▸ WHAT IS NEEDED
Without the pictures, set down the records below word for word.

RECORDS TO PROCESS START

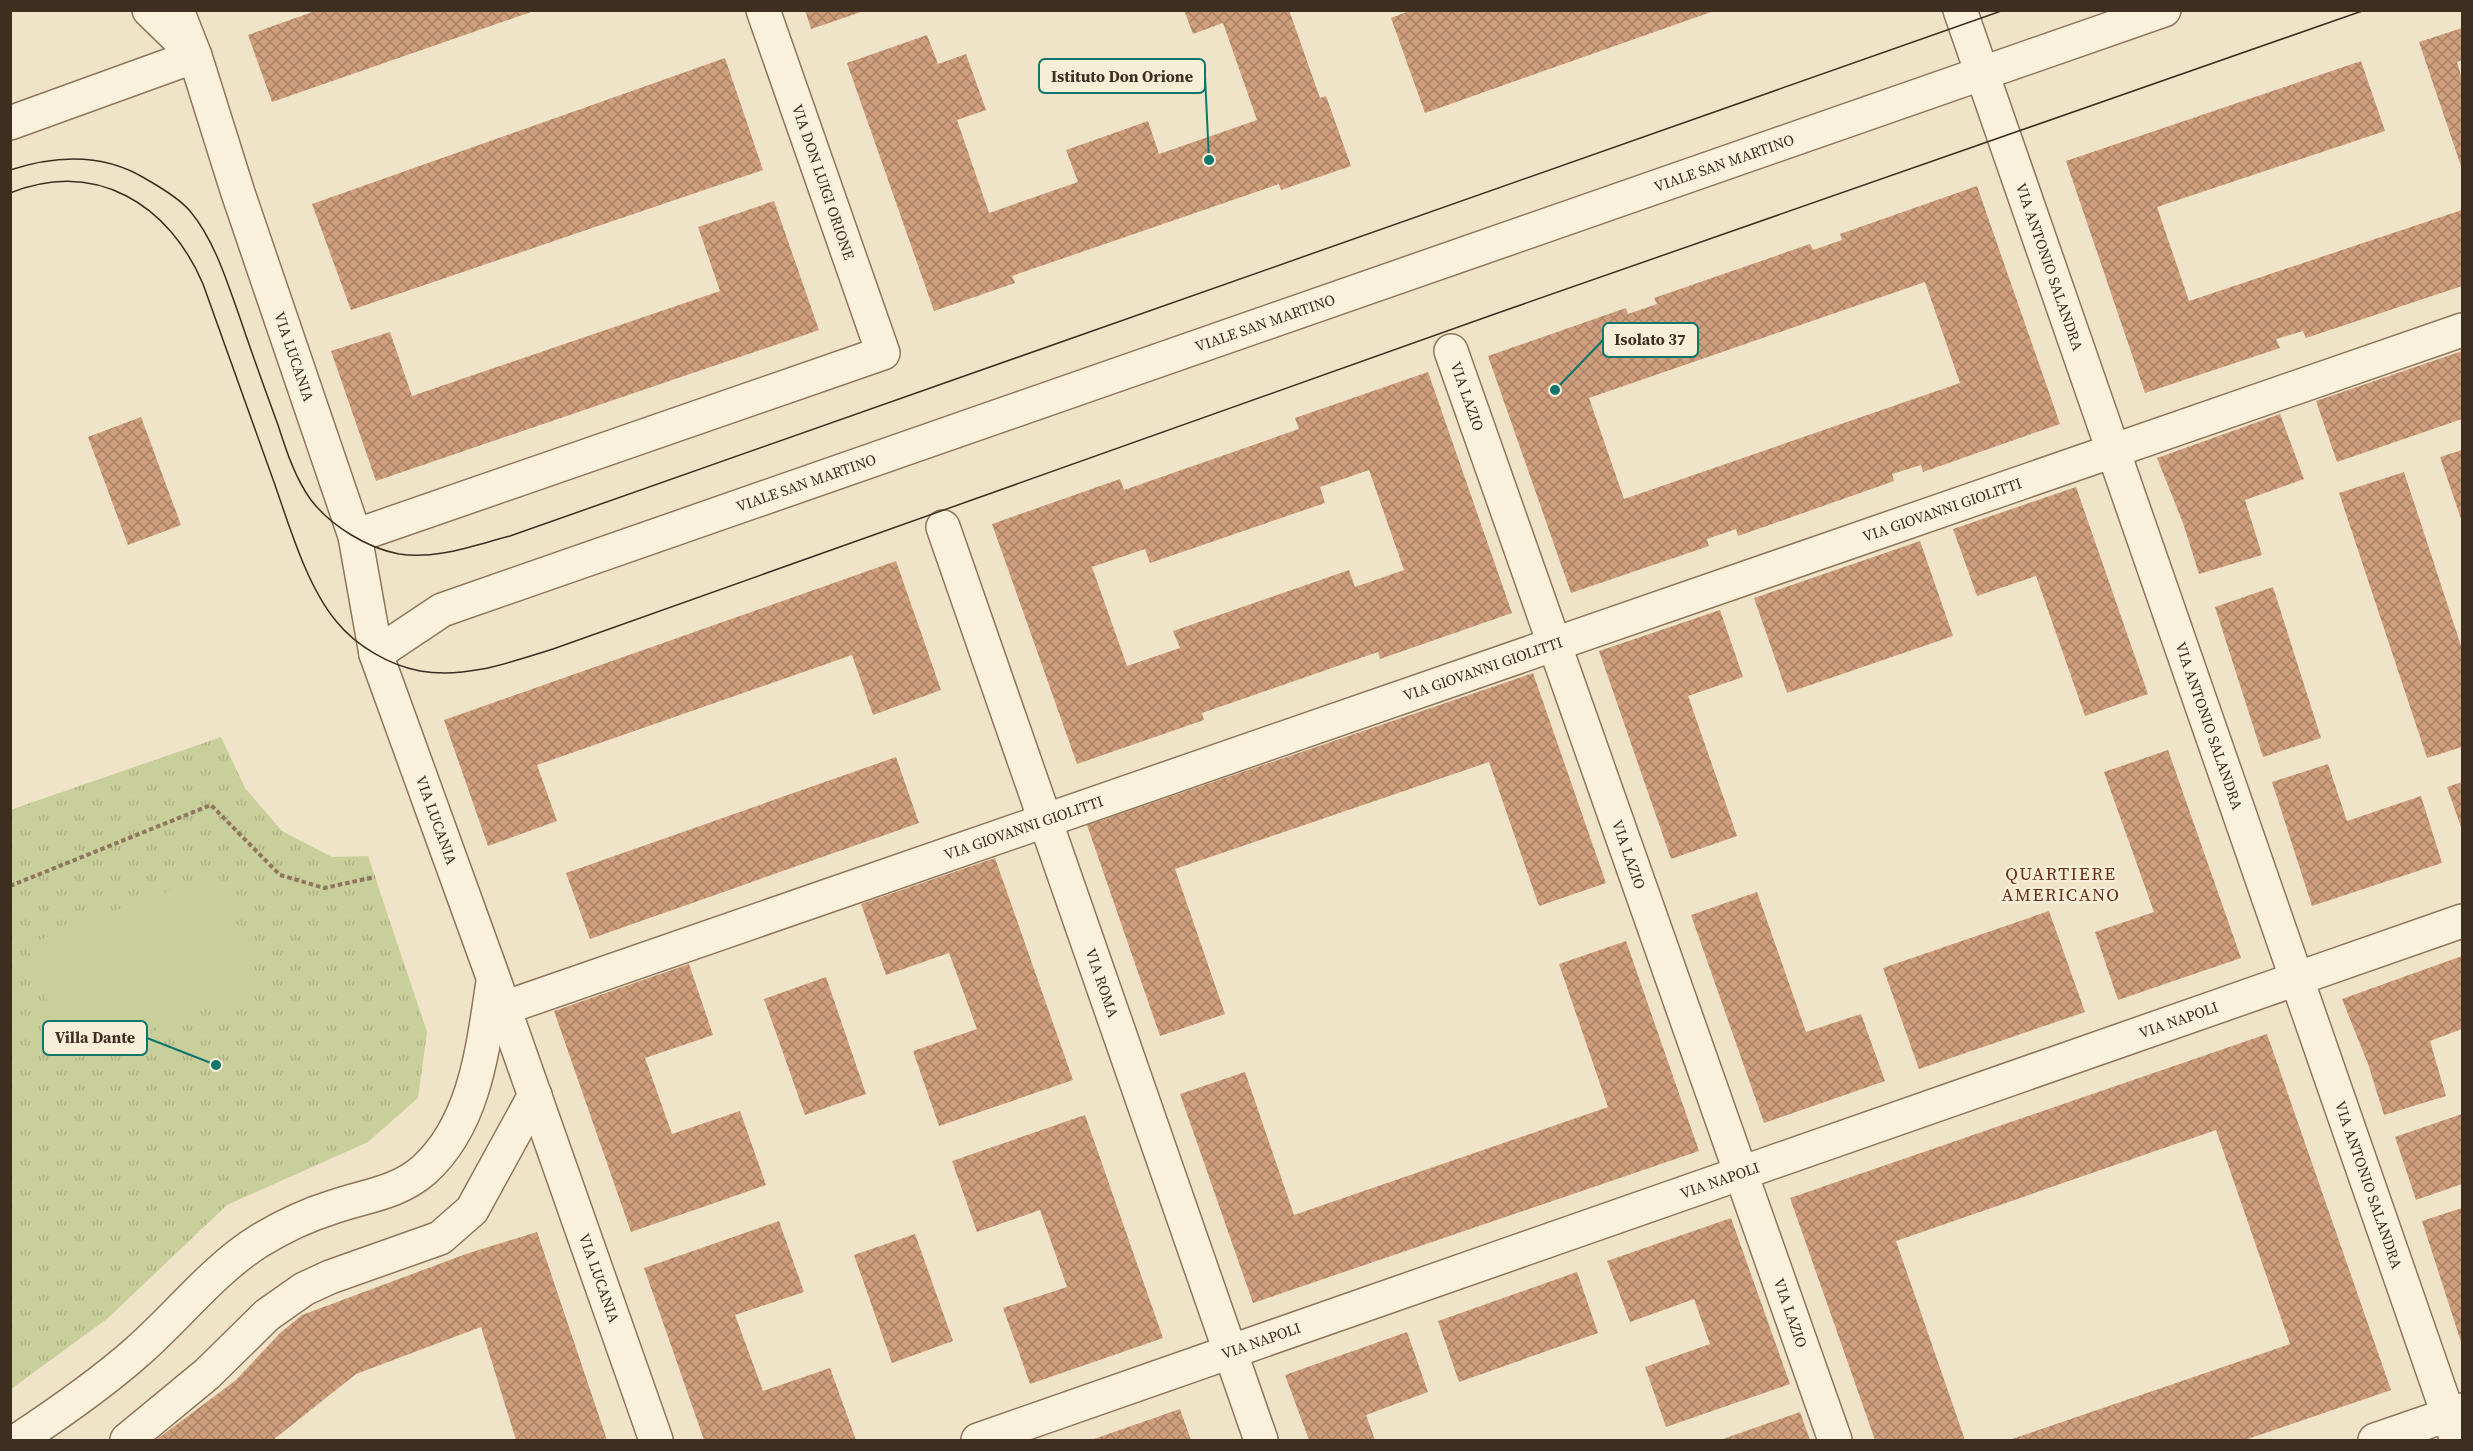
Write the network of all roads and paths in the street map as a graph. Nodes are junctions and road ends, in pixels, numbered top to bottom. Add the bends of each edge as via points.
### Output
1 (149, 10) edge
2 (177, 10) edge
3 (763, 10) edge
4 (1960, 10) edge
5 (2164, 10) edge
6 (195, 56) junction
7 (1982, 74) junction
8 (10, 123) edge
9 (2463, 330) edge
10 (1451, 351) dead end
11 (2114, 451) junction
12 (943, 527) dead end
13 (355, 537) junction
14 (1555, 644) junction
15 (376, 654) junction
16 (1045, 821) junction
17 (375, 877) dead end
18 (10, 886) edge
19 (2463, 921) edge
20 (493, 977) junction
21 (2297, 978) junction
22 (504, 1008) junction
23 (535, 1095) junction
24 (1741, 1174) junction
25 (1230, 1352) junction
26 (2456, 1422) edge
27 (18, 1440) edge
28 (127, 1440) edge
29 (656, 1440) edge
30 (978, 1440) edge
31 (1261, 1440) edge
32 (1835, 1440) edge
33 (2375, 1440) edge

1 - 6 street
2 - 6 street, VIA LUCANIA
3 - 13 street, VIA DON LUIGI ORIONE via 883,353
4 - 7 street, VIA ANTONIO SALANDRA
5 - 7 street, VIALE SAN MARTINO
6 - 8 street
6 - 13 street, VIA LUCANIA
7 - 11 street, VIA ANTONIO SALANDRA
7 - 15 street, VIALE SAN MARTINO via 442,610
9 - 11 street, VIA GIOVANNI GIOLITTI
10 - 14 street, VIA LAZIO
11 - 14 street, VIA GIOVANNI GIOLITTI
11 - 21 street, VIA ANTONIO SALANDRA
12 - 16 street, VIA ROMA
13 - 15 street, VIA LUCANIA
14 - 16 street, VIA GIOVANNI GIOLITTI
14 - 24 street, VIA LAZIO
15 - 20 street, VIA LUCANIA
16 - 22 street, VIA GIOVANNI GIOLITTI
16 - 25 street, VIA ROMA
17 - 18 path via 324,888 280,875 211,805
19 - 21 street, VIA NAPOLI
20 - 22 street, VIA LUCANIA
20 - 27 street via 479,1066 467,1103 452,1136 425,1169 398,1188 332,1207 257,1242 228,1264 137,1352
21 - 24 street, VIA NAPOLI
21 - 26 street, VIA ANTONIO SALANDRA
22 - 23 street, VIA LUCANIA
23 - 28 street via 472,1210 440,1238 304,1289 267,1315 207,1374
23 - 29 street, VIA LUCANIA
24 - 25 street, VIA NAPOLI
24 - 32 street, VIA LAZIO
25 - 30 street, VIA NAPOLI
25 - 31 street, VIA ROMA
26 - 33 street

RECORDS TO PROCESS END

▸ TASK OUTPUT
Write the network of all roads and paths in the street map as a graph. Nodes are junctions and road ends, in pixels, numbered top to bottom. Add the bends of each edge as via points.
### Output
1 (149, 10) edge
2 (177, 10) edge
3 (763, 10) edge
4 (1960, 10) edge
5 (2164, 10) edge
6 (195, 56) junction
7 (1982, 74) junction
8 (10, 123) edge
9 (2463, 330) edge
10 (1451, 351) dead end
11 (2114, 451) junction
12 (943, 527) dead end
13 (355, 537) junction
14 (1555, 644) junction
15 (376, 654) junction
16 (1045, 821) junction
17 (375, 877) dead end
18 (10, 886) edge
19 (2463, 921) edge
20 (493, 977) junction
21 (2297, 978) junction
22 (504, 1008) junction
23 (535, 1095) junction
24 (1741, 1174) junction
25 (1230, 1352) junction
26 (2456, 1422) edge
27 (18, 1440) edge
28 (127, 1440) edge
29 (656, 1440) edge
30 (978, 1440) edge
31 (1261, 1440) edge
32 (1835, 1440) edge
33 (2375, 1440) edge

1 - 6 street
2 - 6 street, VIA LUCANIA
3 - 13 street, VIA DON LUIGI ORIONE via 883,353
4 - 7 street, VIA ANTONIO SALANDRA
5 - 7 street, VIALE SAN MARTINO
6 - 8 street
6 - 13 street, VIA LUCANIA
7 - 11 street, VIA ANTONIO SALANDRA
7 - 15 street, VIALE SAN MARTINO via 442,610
9 - 11 street, VIA GIOVANNI GIOLITTI
10 - 14 street, VIA LAZIO
11 - 14 street, VIA GIOVANNI GIOLITTI
11 - 21 street, VIA ANTONIO SALANDRA
12 - 16 street, VIA ROMA
13 - 15 street, VIA LUCANIA
14 - 16 street, VIA GIOVANNI GIOLITTI
14 - 24 street, VIA LAZIO
15 - 20 street, VIA LUCANIA
16 - 22 street, VIA GIOVANNI GIOLITTI
16 - 25 street, VIA ROMA
17 - 18 path via 324,888 280,875 211,805
19 - 21 street, VIA NAPOLI
20 - 22 street, VIA LUCANIA
20 - 27 street via 479,1066 467,1103 452,1136 425,1169 398,1188 332,1207 257,1242 228,1264 137,1352
21 - 24 street, VIA NAPOLI
21 - 26 street, VIA ANTONIO SALANDRA
22 - 23 street, VIA LUCANIA
23 - 28 street via 472,1210 440,1238 304,1289 267,1315 207,1374
23 - 29 street, VIA LUCANIA
24 - 25 street, VIA NAPOLI
24 - 32 street, VIA LAZIO
25 - 30 street, VIA NAPOLI
25 - 31 street, VIA ROMA
26 - 33 street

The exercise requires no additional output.